[EXERCISE BRIEF]
Each line of the records that holds the word "list" should be copied out.

━━━━━━━━━━

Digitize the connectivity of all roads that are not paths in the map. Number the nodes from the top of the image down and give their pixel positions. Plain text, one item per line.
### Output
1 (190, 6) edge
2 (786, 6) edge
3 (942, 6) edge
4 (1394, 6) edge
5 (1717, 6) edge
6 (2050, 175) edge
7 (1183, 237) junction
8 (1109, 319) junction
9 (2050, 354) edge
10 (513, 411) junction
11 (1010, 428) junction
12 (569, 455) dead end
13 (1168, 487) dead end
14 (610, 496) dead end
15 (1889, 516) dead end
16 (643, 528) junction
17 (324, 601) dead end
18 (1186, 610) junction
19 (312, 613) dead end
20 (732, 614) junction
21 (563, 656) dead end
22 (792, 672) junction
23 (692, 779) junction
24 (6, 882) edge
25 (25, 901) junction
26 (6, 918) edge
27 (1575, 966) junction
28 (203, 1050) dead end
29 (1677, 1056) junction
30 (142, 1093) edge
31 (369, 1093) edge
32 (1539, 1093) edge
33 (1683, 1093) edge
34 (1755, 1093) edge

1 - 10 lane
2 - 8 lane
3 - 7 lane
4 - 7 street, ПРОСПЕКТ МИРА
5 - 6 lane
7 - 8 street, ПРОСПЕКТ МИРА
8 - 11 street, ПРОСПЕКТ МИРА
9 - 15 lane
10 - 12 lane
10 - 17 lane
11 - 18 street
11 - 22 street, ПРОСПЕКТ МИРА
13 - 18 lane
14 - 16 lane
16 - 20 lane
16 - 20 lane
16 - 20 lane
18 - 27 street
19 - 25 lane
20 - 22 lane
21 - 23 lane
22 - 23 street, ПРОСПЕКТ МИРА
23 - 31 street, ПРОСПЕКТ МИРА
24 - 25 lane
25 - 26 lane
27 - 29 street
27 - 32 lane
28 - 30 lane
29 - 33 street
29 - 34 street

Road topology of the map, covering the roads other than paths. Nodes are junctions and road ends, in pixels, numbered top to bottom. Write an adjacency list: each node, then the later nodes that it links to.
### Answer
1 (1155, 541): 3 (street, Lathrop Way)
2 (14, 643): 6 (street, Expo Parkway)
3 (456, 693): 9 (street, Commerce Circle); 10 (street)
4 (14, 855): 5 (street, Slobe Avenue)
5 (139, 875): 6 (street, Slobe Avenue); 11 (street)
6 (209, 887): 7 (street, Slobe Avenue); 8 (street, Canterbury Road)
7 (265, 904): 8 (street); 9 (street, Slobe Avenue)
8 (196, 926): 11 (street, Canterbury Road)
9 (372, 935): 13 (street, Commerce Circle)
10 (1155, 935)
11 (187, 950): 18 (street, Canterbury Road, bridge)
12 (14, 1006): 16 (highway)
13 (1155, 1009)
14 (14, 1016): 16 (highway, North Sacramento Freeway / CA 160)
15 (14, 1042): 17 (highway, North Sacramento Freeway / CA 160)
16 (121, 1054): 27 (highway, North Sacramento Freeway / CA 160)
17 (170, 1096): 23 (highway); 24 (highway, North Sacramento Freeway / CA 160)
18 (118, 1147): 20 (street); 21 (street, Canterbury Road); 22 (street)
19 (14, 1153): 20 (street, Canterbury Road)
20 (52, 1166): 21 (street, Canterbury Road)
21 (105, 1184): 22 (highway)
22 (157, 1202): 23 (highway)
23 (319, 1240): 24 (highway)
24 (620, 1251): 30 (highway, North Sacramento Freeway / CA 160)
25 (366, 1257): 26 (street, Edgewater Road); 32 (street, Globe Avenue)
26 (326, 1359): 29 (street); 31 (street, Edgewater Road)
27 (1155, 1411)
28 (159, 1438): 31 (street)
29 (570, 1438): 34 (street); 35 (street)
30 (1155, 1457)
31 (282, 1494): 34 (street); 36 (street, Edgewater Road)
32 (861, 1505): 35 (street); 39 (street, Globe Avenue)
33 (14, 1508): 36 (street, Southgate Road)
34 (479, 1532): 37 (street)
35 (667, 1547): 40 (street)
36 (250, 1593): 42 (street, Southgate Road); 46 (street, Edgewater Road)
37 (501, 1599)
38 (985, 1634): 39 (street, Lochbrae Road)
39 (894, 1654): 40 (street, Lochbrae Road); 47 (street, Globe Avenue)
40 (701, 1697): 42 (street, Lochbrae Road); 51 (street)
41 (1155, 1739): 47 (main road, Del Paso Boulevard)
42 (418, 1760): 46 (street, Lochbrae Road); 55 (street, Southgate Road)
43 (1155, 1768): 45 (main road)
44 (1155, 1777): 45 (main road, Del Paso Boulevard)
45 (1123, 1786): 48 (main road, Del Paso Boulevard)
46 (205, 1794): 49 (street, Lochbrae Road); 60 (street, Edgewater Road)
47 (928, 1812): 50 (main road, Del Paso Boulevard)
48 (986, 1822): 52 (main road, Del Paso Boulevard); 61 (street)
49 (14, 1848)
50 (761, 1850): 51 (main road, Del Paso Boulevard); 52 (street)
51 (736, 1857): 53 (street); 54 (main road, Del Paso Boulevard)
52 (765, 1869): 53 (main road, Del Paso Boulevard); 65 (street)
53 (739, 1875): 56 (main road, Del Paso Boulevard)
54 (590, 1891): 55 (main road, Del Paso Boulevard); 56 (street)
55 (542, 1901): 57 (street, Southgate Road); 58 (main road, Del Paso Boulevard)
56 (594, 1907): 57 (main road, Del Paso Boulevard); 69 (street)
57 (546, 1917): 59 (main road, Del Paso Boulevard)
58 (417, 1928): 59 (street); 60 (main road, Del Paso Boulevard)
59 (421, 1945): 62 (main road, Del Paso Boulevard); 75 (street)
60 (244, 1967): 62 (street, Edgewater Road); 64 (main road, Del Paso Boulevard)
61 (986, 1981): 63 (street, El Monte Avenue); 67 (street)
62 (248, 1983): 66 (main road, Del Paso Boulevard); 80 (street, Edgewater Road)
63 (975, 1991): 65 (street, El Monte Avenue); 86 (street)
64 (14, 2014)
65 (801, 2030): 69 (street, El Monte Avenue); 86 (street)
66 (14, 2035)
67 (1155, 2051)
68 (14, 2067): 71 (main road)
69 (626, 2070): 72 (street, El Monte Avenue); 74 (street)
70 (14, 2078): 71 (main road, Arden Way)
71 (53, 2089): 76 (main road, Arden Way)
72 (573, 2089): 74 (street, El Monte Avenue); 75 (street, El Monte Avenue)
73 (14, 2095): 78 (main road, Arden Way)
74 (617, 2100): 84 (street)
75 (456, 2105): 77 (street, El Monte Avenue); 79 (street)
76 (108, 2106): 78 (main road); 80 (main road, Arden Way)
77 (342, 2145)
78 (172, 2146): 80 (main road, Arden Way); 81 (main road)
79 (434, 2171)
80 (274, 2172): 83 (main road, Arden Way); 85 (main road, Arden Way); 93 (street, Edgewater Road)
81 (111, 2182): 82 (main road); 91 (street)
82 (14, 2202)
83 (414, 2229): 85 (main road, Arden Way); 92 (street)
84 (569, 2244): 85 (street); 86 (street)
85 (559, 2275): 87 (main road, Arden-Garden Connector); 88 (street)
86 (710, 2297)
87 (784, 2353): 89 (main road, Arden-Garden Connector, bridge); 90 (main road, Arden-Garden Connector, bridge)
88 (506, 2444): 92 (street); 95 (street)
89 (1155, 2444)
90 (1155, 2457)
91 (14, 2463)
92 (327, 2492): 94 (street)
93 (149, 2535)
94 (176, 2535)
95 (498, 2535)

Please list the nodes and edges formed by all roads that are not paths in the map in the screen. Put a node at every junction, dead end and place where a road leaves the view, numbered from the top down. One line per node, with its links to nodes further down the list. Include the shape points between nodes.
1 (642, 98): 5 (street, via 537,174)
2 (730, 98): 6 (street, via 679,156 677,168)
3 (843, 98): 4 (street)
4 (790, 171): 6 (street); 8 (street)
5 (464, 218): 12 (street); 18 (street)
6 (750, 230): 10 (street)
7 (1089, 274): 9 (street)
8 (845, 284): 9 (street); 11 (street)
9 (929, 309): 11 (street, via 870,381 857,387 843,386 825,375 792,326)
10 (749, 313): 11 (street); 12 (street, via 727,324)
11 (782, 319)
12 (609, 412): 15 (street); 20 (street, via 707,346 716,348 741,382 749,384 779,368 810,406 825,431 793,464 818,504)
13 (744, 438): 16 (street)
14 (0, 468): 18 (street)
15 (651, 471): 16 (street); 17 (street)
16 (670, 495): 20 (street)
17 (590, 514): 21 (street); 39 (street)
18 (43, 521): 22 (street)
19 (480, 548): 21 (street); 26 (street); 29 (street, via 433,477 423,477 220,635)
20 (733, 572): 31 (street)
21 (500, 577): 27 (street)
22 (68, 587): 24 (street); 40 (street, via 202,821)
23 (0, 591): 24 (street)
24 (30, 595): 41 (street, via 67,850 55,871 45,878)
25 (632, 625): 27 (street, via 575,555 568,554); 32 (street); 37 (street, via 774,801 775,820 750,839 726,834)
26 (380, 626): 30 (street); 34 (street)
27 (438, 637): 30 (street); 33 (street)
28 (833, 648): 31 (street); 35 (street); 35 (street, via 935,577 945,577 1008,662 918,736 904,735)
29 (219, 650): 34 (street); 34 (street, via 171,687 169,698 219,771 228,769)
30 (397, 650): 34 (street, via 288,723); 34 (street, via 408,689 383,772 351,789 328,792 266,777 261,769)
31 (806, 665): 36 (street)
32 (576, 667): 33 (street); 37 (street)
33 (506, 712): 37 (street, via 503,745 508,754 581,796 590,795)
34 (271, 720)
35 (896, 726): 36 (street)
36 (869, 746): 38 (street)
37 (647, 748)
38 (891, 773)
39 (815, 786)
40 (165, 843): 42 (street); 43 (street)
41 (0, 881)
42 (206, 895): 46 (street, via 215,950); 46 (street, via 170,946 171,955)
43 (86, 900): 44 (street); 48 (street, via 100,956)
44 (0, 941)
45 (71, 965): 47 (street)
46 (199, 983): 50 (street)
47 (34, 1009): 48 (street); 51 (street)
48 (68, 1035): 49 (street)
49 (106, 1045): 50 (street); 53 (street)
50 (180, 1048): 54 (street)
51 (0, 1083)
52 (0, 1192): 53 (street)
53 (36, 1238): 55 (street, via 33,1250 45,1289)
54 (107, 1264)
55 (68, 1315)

━━━━━━━━━━

[EXERCISE RESPONSE]
Road topology of the map, covering the roads other than paths. Nodes are junctions and road ends, in pixels, numbered top to bottom. Write an adjacency list: each node, then the later nodes that it links to.
Please list the nodes and edges formed by all roads that are not paths in the map in the screen. Put a node at every junction, dead end and place where a road leaves the view, numbered from the top down. One line per node, with its links to nodes further down the list. Include the shape points between nodes.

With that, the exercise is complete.